By patentman on 6/26/2007 7:57:52 AM , Rating: 2
Most HD's use a magnetoresistive element as a read head. That is, the head has a rotatable magnetic domain that reacts when it is exposed to external magnetic fields, e.g., the magnetic grains in the recording layer of a HD platter. As the domain in the head moves, the resistance of the head changes. This reistance change is monitored by the drive electronics and corresponds to the data on the disk.

To improve the read speed of a MR head, the magnetic domain must be allowed to re-orient itself more easily in response to the presence or absence of an external magnetic field. In other words , the coercivity of the head must be decreased. Reduction in head coercivity is also necessary to allow the head to read high areal density media, as the information stored on such media is present in smaller magnetic grains that output a less intense magnetic field

The issue with reducing coercivity is that that the orientation of magnetic domains is also affected by temperature. If the coercivity of the MR head is lowered beyond a certain point, it becomes very difficult to maintains the orientation of the domains in the head (they spin randomly) at room temperature.

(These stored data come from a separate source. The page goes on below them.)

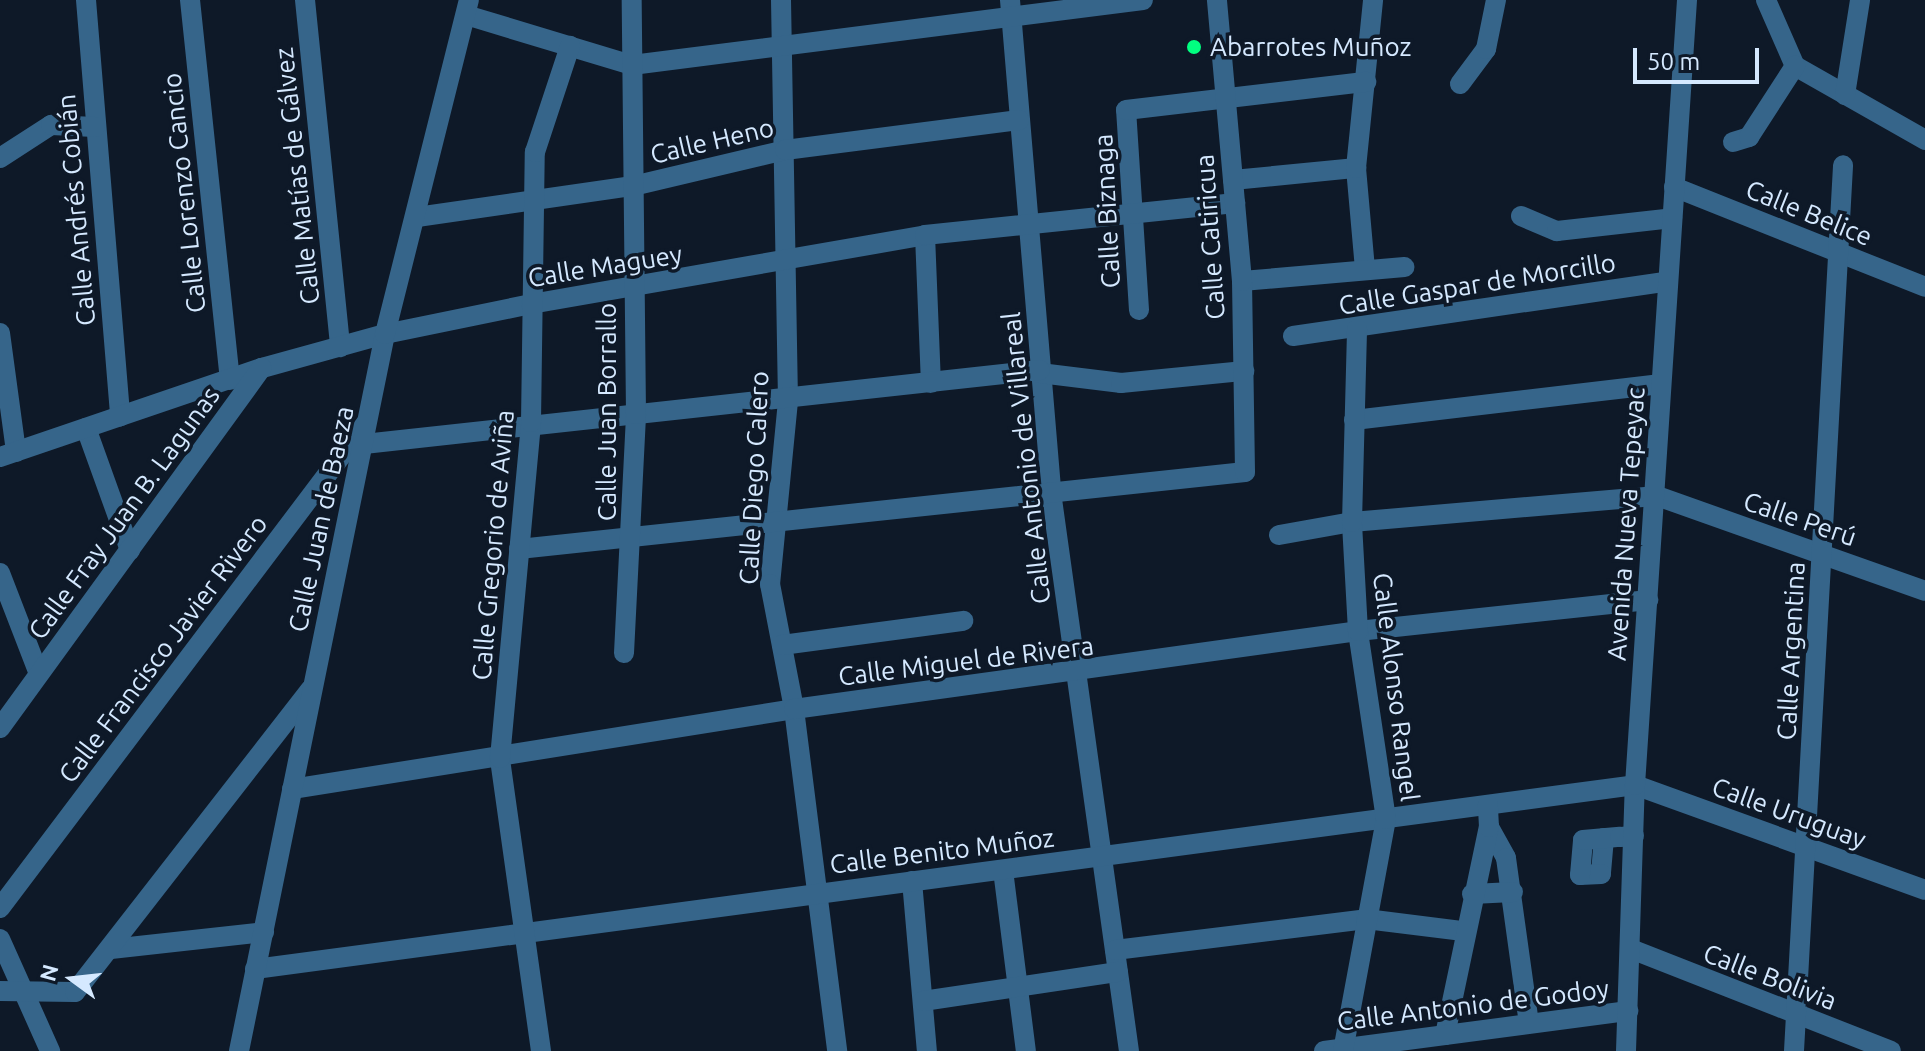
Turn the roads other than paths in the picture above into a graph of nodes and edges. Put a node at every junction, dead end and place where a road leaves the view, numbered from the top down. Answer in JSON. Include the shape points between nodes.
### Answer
{"nodes":[{"id":1,"x":86,"y":0,"type":"edge"},
{"id":2,"x":190,"y":0,"type":"edge"},
{"id":3,"x":305,"y":0,"type":"edge"},
{"id":4,"x":632,"y":0,"type":"edge"},
{"id":5,"x":781,"y":0,"type":"edge"},
{"id":6,"x":1143,"y":0,"type":"edge"},
{"id":7,"x":1217,"y":0,"type":"edge"},
{"id":8,"x":1373,"y":0,"type":"edge"},
{"id":9,"x":1496,"y":0,"type":"edge"},
{"id":10,"x":1687,"y":0,"type":"edge"},
{"id":11,"x":1766,"y":0,"type":"edge"},
{"id":12,"x":1860,"y":0,"type":"edge"},
{"id":13,"x":468,"y":8,"type":"edge"},
{"id":14,"x":1011,"y":9,"type":"edge"},
{"id":15,"x":570,"y":46,"type":"junction"},
{"id":16,"x":780,"y":46,"type":"junction"},
{"id":17,"x":632,"y":65,"type":"junction"},
{"id":18,"x":1795,"y":66,"type":"junction"},
{"id":19,"x":1366,"y":82,"type":"junction"},
{"id":20,"x":1460,"y":84,"type":"dead end"},
{"id":21,"x":1225,"y":95,"type":"junction"},
{"id":22,"x":1845,"y":95,"type":"junction"},
{"id":23,"x":1019,"y":120,"type":"junction"},
{"id":24,"x":95,"y":127,"type":"junction"},
{"id":25,"x":1925,"y":140,"type":"edge"},
{"id":26,"x":1733,"y":142,"type":"dead end"},
{"id":27,"x":785,"y":150,"type":"junction"},
{"id":28,"x":0,"y":158,"type":"edge"},
{"id":29,"x":1843,"y":165,"type":"dead end"},
{"id":30,"x":1356,"y":168,"type":"junction"},
{"id":31,"x":1233,"y":180,"type":"junction"},
{"id":32,"x":633,"y":186,"type":"junction"},
{"id":33,"x":1674,"y":187,"type":"junction"},
{"id":34,"x":1235,"y":203,"type":"junction"},
{"id":35,"x":531,"y":204,"type":"junction"},
{"id":36,"x":1132,"y":216,"type":"junction"},
{"id":37,"x":1521,"y":216,"type":"dead end"},
{"id":38,"x":417,"y":217,"type":"junction"},
{"id":39,"x":1672,"y":218,"type":"junction"},
{"id":40,"x":1031,"y":226,"type":"junction"},
{"id":41,"x":925,"y":235,"type":"junction"},
{"id":42,"x":1838,"y":253,"type":"junction"},
{"id":43,"x":785,"y":261,"type":"junction"},
{"id":44,"x":1404,"y":267,"type":"dead end"},
{"id":45,"x":1365,"y":269,"type":"junction"},
{"id":46,"x":1242,"y":281,"type":"junction"},
{"id":47,"x":1668,"y":281,"type":"junction"},
{"id":48,"x":1925,"y":287,"type":"edge"},
{"id":49,"x":634,"y":288,"type":"junction"},
{"id":50,"x":531,"y":304,"type":"junction"},
{"id":51,"x":1139,"y":310,"type":"dead end"},
{"id":52,"x":1357,"y":329,"type":"junction"},
{"id":53,"x":0,"y":333,"type":"edge"},
{"id":54,"x":385,"y":334,"type":"junction"},
{"id":55,"x":1293,"y":336,"type":"dead end"},
{"id":56,"x":340,"y":347,"type":"junction"},
{"id":57,"x":262,"y":368,"type":"junction"},
{"id":58,"x":1244,"y":371,"type":"junction"},
{"id":59,"x":1040,"y":372,"type":"junction"},
{"id":60,"x":230,"y":380,"type":"junction"},
{"id":61,"x":931,"y":383,"type":"junction"},
{"id":62,"x":1661,"y":384,"type":"junction"},
{"id":63,"x":788,"y":401,"type":"junction"},
{"id":64,"x":636,"y":414,"type":"junction"},
{"id":65,"x":120,"y":417,"type":"junction"},
{"id":66,"x":1354,"y":420,"type":"junction"},
{"id":67,"x":368,"y":421,"type":"junction"},
{"id":68,"x":531,"y":422,"type":"junction"},
{"id":69,"x":86,"y":428,"type":"junction"},
{"id":70,"x":364,"y":444,"type":"junction"},
{"id":71,"x":8,"y":454,"type":"edge"},
{"id":72,"x":1051,"y":492,"type":"junction"},
{"id":73,"x":1657,"y":496,"type":"junction"},
{"id":74,"x":779,"y":522,"type":"junction"},
{"id":75,"x":1352,"y":522,"type":"junction"},
{"id":76,"x":1279,"y":535,"type":"dead end"},
{"id":77,"x":632,"y":537,"type":"junction"},
{"id":78,"x":519,"y":549,"type":"junction"},
{"id":79,"x":130,"y":550,"type":"junction"},
{"id":80,"x":1822,"y":554,"type":"junction"},
{"id":81,"x":0,"y":573,"type":"edge"},
{"id":82,"x":1925,"y":591,"type":"edge"},
{"id":83,"x":1648,"y":600,"type":"junction"},
{"id":84,"x":963,"y":621,"type":"dead end"},
{"id":85,"x":1358,"y":631,"type":"junction"},
{"id":86,"x":782,"y":645,"type":"junction"},
{"id":87,"x":624,"y":653,"type":"dead end"},
{"id":88,"x":1077,"y":673,"type":"junction"},
{"id":89,"x":39,"y":674,"type":"junction"},
{"id":90,"x":313,"y":686,"type":"junction"},
{"id":91,"x":794,"y":709,"type":"junction"},
{"id":92,"x":0,"y":728,"type":"edge"},
{"id":93,"x":500,"y":758,"type":"junction"},
{"id":94,"x":1635,"y":785,"type":"junction"},
{"id":95,"x":292,"y":789,"type":"junction"},
{"id":96,"x":1488,"y":805,"type":"junction"},
{"id":97,"x":1386,"y":819,"type":"junction"},
{"id":98,"x":1489,"y":827,"type":"junction"},
{"id":99,"x":1634,"y":836,"type":"junction"},
{"id":100,"x":1604,"y":838,"type":"dead end"},
{"id":101,"x":1806,"y":847,"type":"junction"},
{"id":102,"x":1103,"y":856,"type":"junction"},
{"id":103,"x":1003,"y":870,"type":"junction"},
{"id":104,"x":912,"y":881,"type":"junction"},
{"id":105,"x":1925,"y":890,"type":"edge"},
{"id":106,"x":1513,"y":892,"type":"junction"},
{"id":107,"x":817,"y":893,"type":"junction"},
{"id":108,"x":1472,"y":894,"type":"junction"},
{"id":109,"x":0,"y":908,"type":"edge"},
{"id":110,"x":1366,"y":919,"type":"junction"},
{"id":111,"x":1463,"y":931,"type":"junction"},
{"id":112,"x":264,"y":932,"type":"junction"},
{"id":113,"x":524,"y":933,"type":"junction"},
{"id":114,"x":0,"y":939,"type":"edge"},
{"id":115,"x":111,"y":949,"type":"junction"},
{"id":116,"x":1631,"y":949,"type":"junction"},
{"id":117,"x":1115,"y":950,"type":"junction"},
{"id":118,"x":255,"y":969,"type":"junction"},
{"id":119,"x":1118,"y":972,"type":"junction"},
{"id":120,"x":1017,"y":987,"type":"junction"},
{"id":121,"x":25,"y":990,"type":"junction"},
{"id":122,"x":0,"y":991,"type":"edge"},
{"id":123,"x":923,"y":1001,"type":"junction"},
{"id":124,"x":1628,"y":1011,"type":"junction"},
{"id":125,"x":1795,"y":1016,"type":"junction"},
{"id":126,"x":1529,"y":1023,"type":"junction"},
{"id":127,"x":1487,"y":1029,"type":"junction"},
{"id":128,"x":1445,"y":1035,"type":"junction"},
{"id":129,"x":46,"y":1048,"type":"edge"},
{"id":130,"x":1337,"y":1050,"type":"edge"},
{"id":131,"x":239,"y":1051,"type":"edge"},
{"id":132,"x":541,"y":1051,"type":"edge"},
{"id":133,"x":837,"y":1051,"type":"edge"},
{"id":134,"x":927,"y":1051,"type":"edge"},
{"id":135,"x":1026,"y":1051,"type":"edge"},
{"id":136,"x":1129,"y":1051,"type":"edge"},
{"id":137,"x":1484,"y":1051,"type":"edge"},
{"id":138,"x":1626,"y":1051,"type":"edge"},
{"id":139,"x":1794,"y":1051,"type":"edge"},
{"id":140,"x":1891,"y":1051,"type":"edge"}],
"edges":[{"from":1,"to":24,"type":"street","name":"Calle Andrés Cobián"},
{"from":2,"to":60,"type":"street","name":"Calle Lorenzo Cancio"},
{"from":3,"to":56,"type":"street","name":"Calle Matías de Gálvez"},
{"from":4,"to":17,"type":"street","name":"Calle Juan Borrallo"},
{"from":5,"to":16,"type":"street","name":"Calle Diego Calero"},
{"from":6,"to":14,"type":"street"},
{"from":7,"to":21,"type":"street","name":"Calle Catiricua"},
{"from":8,"to":19,"type":"street"},
{"from":9,"to":20,"type":"street","via":[[1486,49]]},
{"from":10,"to":33,"type":"street","name":"Avenida Nueva Tepeyac"},
{"from":11,"to":18,"type":"street"},
{"from":12,"to":22,"type":"street"},
{"from":13,"to":15,"type":"street"},
{"from":13,"to":38,"type":"street","name":"Calle Juan de Baeza"},
{"from":14,"to":16,"type":"street"},
{"from":14,"to":23,"type":"street","name":"Calle Antonio de Villareal"},
{"from":15,"to":17,"type":"street"},
{"from":15,"to":35,"type":"street","name":"Calle Gregorio de Aviña","via":[[535,152]]},
{"from":16,"to":17,"type":"street"},
{"from":16,"to":27,"type":"street","name":"Calle Diego Calero"},
{"from":17,"to":32,"type":"street","name":"Calle Juan Borrallo"},
{"from":18,"to":22,"type":"street"},
{"from":18,"to":26,"type":"street","via":[[1749,137]]},
{"from":19,"to":21,"type":"street"},
{"from":19,"to":30,"type":"street"},
{"from":21,"to":31,"type":"street","name":"Calle Catiricua"},
{"from":21,"to":36,"type":"street","name":"Calle Biznaga","via":[[1126,110]]},
{"from":22,"to":25,"type":"street"},
{"from":23,"to":27,"type":"street","name":"Calle Heno"},
{"from":23,"to":40,"type":"street","name":"Calle Antonio de Villareal"},
{"from":24,"to":28,"type":"street","via":[[51,125]]},
{"from":24,"to":65,"type":"street","name":"Calle Andrés Cobián"},
{"from":27,"to":32,"type":"street","name":"Calle Heno"},
{"from":27,"to":43,"type":"street","name":"Calle Diego Calero"},
{"from":29,"to":42,"type":"street","name":"Calle Argentina"},
{"from":30,"to":31,"type":"street"},
{"from":30,"to":45,"type":"street"},
{"from":31,"to":34,"type":"street","name":"Calle Catiricua"},
{"from":32,"to":35,"type":"street","name":"Calle Heno"},
{"from":32,"to":49,"type":"street","name":"Calle Juan Borrallo"},
{"from":33,"to":39,"type":"street","name":"Avenida Nueva Tepeyac"},
{"from":33,"to":42,"type":"street","name":"Calle Belice"},
{"from":34,"to":36,"type":"street","name":"Calle Maguey"},
{"from":34,"to":46,"type":"street","name":"Calle Catiricua"},
{"from":35,"to":38,"type":"street","name":"Calle Heno"},
{"from":35,"to":50,"type":"street","name":"Calle Gregorio de Aviña"},
{"from":36,"to":40,"type":"street","name":"Calle Maguey"},
{"from":36,"to":51,"type":"street","name":"Calle Biznaga"},
{"from":37,"to":39,"type":"street","via":[[1557,231]]},
{"from":38,"to":54,"type":"street","name":"Calle Juan de Baeza"},
{"from":39,"to":47,"type":"street","name":"Avenida Nueva Tepeyac"},
{"from":40,"to":41,"type":"street","name":"Calle Maguey"},
{"from":40,"to":59,"type":"street","name":"Calle Antonio de Villareal"},
{"from":41,"to":43,"type":"street","name":"Calle Maguey"},
{"from":41,"to":61,"type":"street"},
{"from":42,"to":48,"type":"street","name":"Calle Belice"},
{"from":42,"to":80,"type":"street","name":"Calle Argentina"},
{"from":43,"to":49,"type":"street","name":"Calle Maguey"},
{"from":43,"to":63,"type":"street","name":"Calle Diego Calero"},
{"from":44,"to":45,"type":"street"},
{"from":45,"to":46,"type":"street"},
{"from":46,"to":58,"type":"street","name":"Calle Catiricua"},
{"from":47,"to":52,"type":"street","name":"Calle Gaspar de Morcillo"},
{"from":47,"to":62,"type":"street","name":"Avenida Nueva Tepeyac"},
{"from":49,"to":50,"type":"street","name":"Calle Maguey"},
{"from":49,"to":64,"type":"street","name":"Calle Juan Borrallo"},
{"from":50,"to":54,"type":"street","name":"Calle Maguey"},
{"from":50,"to":68,"type":"street","name":"Calle Gregorio de Aviña"},
{"from":52,"to":55,"type":"street","name":"Calle Gaspar de Morcillo"},
{"from":52,"to":66,"type":"street","name":"Calle Alonso Rangel"},
{"from":53,"to":71,"type":"street"},
{"from":54,"to":56,"type":"street","name":"Calle Maguey"},
{"from":54,"to":67,"type":"street","name":"Calle Juan de Baeza"},
{"from":56,"to":57,"type":"street","name":"Calle Maguey"},
{"from":57,"to":60,"type":"street","name":"Calle Maguey"},
{"from":57,"to":79,"type":"street","name":"Calle Fray Juan B. Lagunas"},
{"from":58,"to":59,"type":"street","via":[[1121,383]]},
{"from":58,"to":72,"type":"street","name":"Calle Catiricua","via":[[1245,472]]},
{"from":59,"to":61,"type":"street"},
{"from":59,"to":72,"type":"street","name":"Calle Antonio de Villareal"},
{"from":60,"to":65,"type":"street","name":"Calle Maguey"},
{"from":61,"to":63,"type":"street"},
{"from":62,"to":66,"type":"street"},
{"from":62,"to":73,"type":"street","name":"Avenida Nueva Tepeyac"},
{"from":63,"to":64,"type":"street"},
{"from":63,"to":74,"type":"street","name":"Calle Diego Calero"},
{"from":64,"to":68,"type":"street"},
{"from":64,"to":77,"type":"street","name":"Calle Juan Borrallo"},
{"from":65,"to":69,"type":"street","name":"Calle Maguey"},
{"from":66,"to":75,"type":"street","name":"Calle Alonso Rangel"},
{"from":67,"to":70,"type":"street","name":"Calle Juan de Baeza"},
{"from":67,"to":109,"type":"street","name":"Calle Francisco Javier Rivero"},
{"from":68,"to":70,"type":"street"},
{"from":68,"to":78,"type":"street","name":"Calle Gregorio de Aviña"},
{"from":69,"to":71,"type":"street","name":"Calle Maguey"},
{"from":69,"to":79,"type":"street"},
{"from":70,"to":90,"type":"street","name":"Calle Juan de Baeza"},
{"from":72,"to":74,"type":"street"},
{"from":72,"to":88,"type":"street","name":"Calle Antonio de Villareal"},
{"from":73,"to":75,"type":"street"},
{"from":73,"to":80,"type":"street","name":"Calle Perú"},
{"from":73,"to":83,"type":"street","name":"Avenida Nueva Tepeyac"},
{"from":74,"to":77,"type":"street"},
{"from":74,"to":86,"type":"street","name":"Calle Diego Calero","via":[[770,584]]},
{"from":75,"to":76,"type":"street"},
{"from":75,"to":85,"type":"street","name":"Calle Alonso Rangel"},
{"from":77,"to":78,"type":"street"},
{"from":77,"to":87,"type":"street","name":"Calle Juan Borrallo"},
{"from":78,"to":93,"type":"street","name":"Calle Gregorio de Aviña"},
{"from":79,"to":89,"type":"street","name":"Calle Fray Juan B. Lagunas"},
{"from":80,"to":82,"type":"street","name":"Calle Perú"},
{"from":80,"to":101,"type":"street","name":"Calle Argentina"},
{"from":81,"to":89,"type":"street"},
{"from":83,"to":85,"type":"street","name":"Calle Miguel de Rivera"},
{"from":83,"to":94,"type":"street","name":"Avenida Nueva Tepeyac"},
{"from":84,"to":86,"type":"street"},
{"from":85,"to":88,"type":"street","name":"Calle Miguel de Rivera"},
{"from":85,"to":97,"type":"street","name":"Calle Alonso Rangel"},
{"from":86,"to":91,"type":"street","name":"Calle Diego Calero"},
{"from":88,"to":91,"type":"street","name":"Calle Miguel de Rivera"},
{"from":88,"to":102,"type":"street","name":"Calle Antonio de Villareal"},
{"from":89,"to":92,"type":"street","name":"Calle Fray Juan B. Lagunas"},
{"from":90,"to":95,"type":"street","name":"Calle Juan de Baeza"},
{"from":90,"to":115,"type":"street"},
{"from":91,"to":93,"type":"street","name":"Calle Miguel de Rivera"},
{"from":91,"to":107,"type":"street","name":"Calle Diego Calero"},
{"from":93,"to":95,"type":"street","name":"Calle Miguel de Rivera"},
{"from":93,"to":113,"type":"street","name":"Calle Gregorio de Aviña"},
{"from":94,"to":96,"type":"street","name":"Calle Benito Muñoz"},
{"from":94,"to":99,"type":"street","name":"Avenida Nueva Tepeyac"},
{"from":94,"to":101,"type":"street","name":"Calle Uruguay"},
{"from":95,"to":112,"type":"street","name":"Calle Juan de Baeza"},
{"from":96,"to":97,"type":"street","name":"Calle Benito Muñoz"},
{"from":96,"to":98,"type":"street"},
{"from":97,"to":102,"type":"street","name":"Calle Benito Muñoz"},
{"from":97,"to":110,"type":"street","name":"Calle Alonso Rangel"},
{"from":98,"to":106,"type":"street","via":[[1506,858]]},
{"from":98,"to":108,"type":"street"},
{"from":99,"to":100,"type":"street"},
{"from":99,"to":116,"type":"street","name":"Avenida Nueva Tepeyac"},
{"from":101,"to":105,"type":"street","name":"Calle Uruguay"},
{"from":101,"to":125,"type":"street","name":"Calle Argentina"},
{"from":102,"to":103,"type":"street","name":"Calle Benito Muñoz"},
{"from":102,"to":117,"type":"street","name":"Calle Antonio de Villareal"},
{"from":103,"to":104,"type":"street","name":"Calle Benito Muñoz"},
{"from":103,"to":120,"type":"street"},
{"from":104,"to":107,"type":"street","name":"Calle Benito Muñoz"},
{"from":104,"to":123,"type":"street"},
{"from":106,"to":108,"type":"street"},
{"from":106,"to":126,"type":"street"},
{"from":107,"to":113,"type":"street","name":"Calle Benito Muñoz"},
{"from":107,"to":133,"type":"street","name":"Calle Diego Calero"},
{"from":108,"to":111,"type":"street"},
{"from":110,"to":111,"type":"street"},
{"from":110,"to":117,"type":"street"},
{"from":110,"to":130,"type":"street","name":"Calle Alonso Rangel"},
{"from":111,"to":128,"type":"street"},
{"from":112,"to":115,"type":"street"},
{"from":112,"to":118,"type":"street","name":"Calle Juan de Baeza"},
{"from":113,"to":118,"type":"street","name":"Calle Benito Muñoz"},
{"from":113,"to":132,"type":"street","name":"Calle Gregorio de Aviña"},
{"from":114,"to":121,"type":"street"},
{"from":115,"to":121,"type":"street","via":[[75,992]]},
{"from":116,"to":124,"type":"street","name":"Avenida Nueva Tepeyac"},
{"from":116,"to":125,"type":"street","name":"Calle Bolivia"},
{"from":117,"to":119,"type":"street","name":"Calle Antonio de Villareal"},
{"from":118,"to":131,"type":"street","name":"Calle Juan de Baeza"},
{"from":119,"to":120,"type":"street"},
{"from":119,"to":136,"type":"street","name":"Calle Antonio de Villareal"},
{"from":120,"to":123,"type":"street"},
{"from":120,"to":135,"type":"street"},
{"from":121,"to":122,"type":"street"},
{"from":121,"to":129,"type":"street"},
{"from":123,"to":134,"type":"street"},
{"from":124,"to":126,"type":"street","name":"Calle Antonio de Godoy"},
{"from":124,"to":138,"type":"street","name":"Avenida Nueva Tepeyac"},
{"from":125,"to":139,"type":"street","name":"Calle Argentina"},
{"from":125,"to":140,"type":"street","name":"Calle Bolivia"},
{"from":126,"to":127,"type":"street","name":"Calle Antonio de Godoy"},
{"from":127,"to":128,"type":"street","name":"Calle Antonio de Godoy"},
{"from":127,"to":137,"type":"street"},
{"from":128,"to":130,"type":"street","name":"Calle Antonio de Godoy"}]}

One thing most people do not realize is that in most cases, the major components of a hard drive must be developed in conjunction with one another, else they will not work. Hopefully my posts clarified some of this.

By TomZ on 6/26/2007 8:53:31 AM , Rating: 2
Great posts, thanks patentman!

By DeepBlue1975 on 6/26/2007 9:04:58 AM , Rating: 2
Great info, Patentman!
Thanks for the clarification, I had some misconceptions about this :D

By patentman on 6/26/2007 7:47:14 AM , Rating: 2
See my post above re: platter flatness (or microwaviness, as described in the art).

By Oregonian2 on 6/25/2007 6:54:07 PM , Rating: 2
They could but we may not pay for it. If they just reprogram the 4 platter 1TB drive so it only has half as much throw so that the access arm only can travel half of the disk's capacity the drive becomes a 500MB drive with a somewhat faster access time (the rotational doesn't get any faster, but the track movement part does). But it'd be about the same price as a 1TB "slower" disk, and I think people'd buy those instead for the same price.

They could also put multiple heads per surface, but somehow I doubt many would pay for just the faster rotational latency -- particularly if they're already using full track buffers that make it moot much of the time (just not in purely random small data accesses).